Stored data
▬▬▬▬▬▬▬▬▬▬
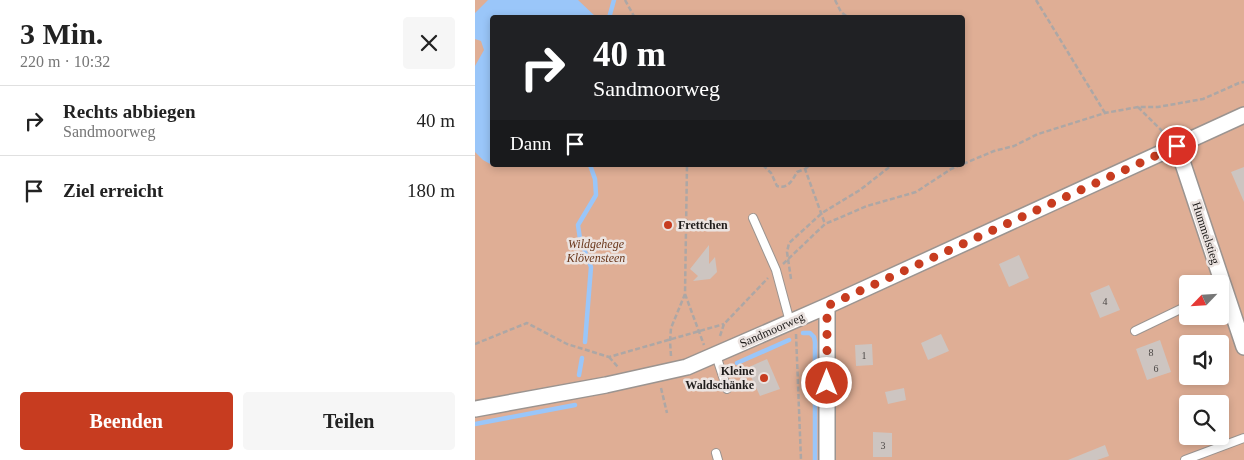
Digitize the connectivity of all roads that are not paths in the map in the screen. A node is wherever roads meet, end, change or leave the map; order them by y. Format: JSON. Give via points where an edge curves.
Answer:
{"nodes":[{"id":1,"x":1244,"y":115,"type":"edge"},
{"id":2,"x":1177,"y":146,"type":"junction"},
{"id":3,"x":753,"y":218,"type":"dead end"},
{"id":4,"x":1217,"y":275,"type":"edge"},
{"id":5,"x":827,"y":306,"type":"junction"},
{"id":6,"x":1229,"y":308,"type":"edge"},
{"id":7,"x":1179,"y":310,"type":"edge"},
{"id":8,"x":790,"y":322,"type":"junction"},
{"id":9,"x":1135,"y":330,"type":"dead end"},
{"id":10,"x":1244,"y":347,"type":"edge"},
{"id":11,"x":713,"y":357,"type":"junction"},
{"id":12,"x":727,"y":389,"type":"dead end"},
{"id":13,"x":475,"y":409,"type":"edge"},
{"id":14,"x":1244,"y":438,"type":"edge"},
{"id":15,"x":827,"y":460,"type":"edge"},
{"id":16,"x":1185,"y":460,"type":"edge"}],
"edges":[{"from":1,"to":2,"type":"street","name":"Sandmoorweg"},
{"from":2,"to":4,"type":"street","name":"Hummelstieg"},
{"from":2,"to":5,"type":"street","name":"Sandmoorweg"},
{"from":3,"to":8,"type":"lane","via":[[776,270]]},
{"from":5,"to":8,"type":"street","name":"Sandmoorweg"},
{"from":5,"to":15,"type":"street"},
{"from":6,"to":10,"type":"street","name":"Hummelstieg"},
{"from":7,"to":9,"type":"lane"},
{"from":8,"to":11,"type":"street","name":"Sandmoorweg"},
{"from":11,"to":12,"type":"lane"},
{"from":11,"to":13,"type":"street","name":"Sandmoorweg","via":[[665,372]]},
{"from":14,"to":16,"type":"lane"}]}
▬▬▬▬▬▬▬▬▬▬
**Task description**. Please keep the pictures out and reproduce the records above exactly.

**Solution to this problem**.
Digitize the connectivity of all roads that are not paths in the map in the screen. A node is wherever roads meet, end, change or leave the map; order them by y. Format: JSON. Give via points where an edge curves.
Answer:
{"nodes":[{"id":1,"x":1244,"y":115,"type":"edge"},
{"id":2,"x":1177,"y":146,"type":"junction"},
{"id":3,"x":753,"y":218,"type":"dead end"},
{"id":4,"x":1217,"y":275,"type":"edge"},
{"id":5,"x":827,"y":306,"type":"junction"},
{"id":6,"x":1229,"y":308,"type":"edge"},
{"id":7,"x":1179,"y":310,"type":"edge"},
{"id":8,"x":790,"y":322,"type":"junction"},
{"id":9,"x":1135,"y":330,"type":"dead end"},
{"id":10,"x":1244,"y":347,"type":"edge"},
{"id":11,"x":713,"y":357,"type":"junction"},
{"id":12,"x":727,"y":389,"type":"dead end"},
{"id":13,"x":475,"y":409,"type":"edge"},
{"id":14,"x":1244,"y":438,"type":"edge"},
{"id":15,"x":827,"y":460,"type":"edge"},
{"id":16,"x":1185,"y":460,"type":"edge"}],
"edges":[{"from":1,"to":2,"type":"street","name":"Sandmoorweg"},
{"from":2,"to":4,"type":"street","name":"Hummelstieg"},
{"from":2,"to":5,"type":"street","name":"Sandmoorweg"},
{"from":3,"to":8,"type":"lane","via":[[776,270]]},
{"from":5,"to":8,"type":"street","name":"Sandmoorweg"},
{"from":5,"to":15,"type":"street"},
{"from":6,"to":10,"type":"street","name":"Hummelstieg"},
{"from":7,"to":9,"type":"lane"},
{"from":8,"to":11,"type":"street","name":"Sandmoorweg"},
{"from":11,"to":12,"type":"lane"},
{"from":11,"to":13,"type":"street","name":"Sandmoorweg","via":[[665,372]]},
{"from":14,"to":16,"type":"lane"}]}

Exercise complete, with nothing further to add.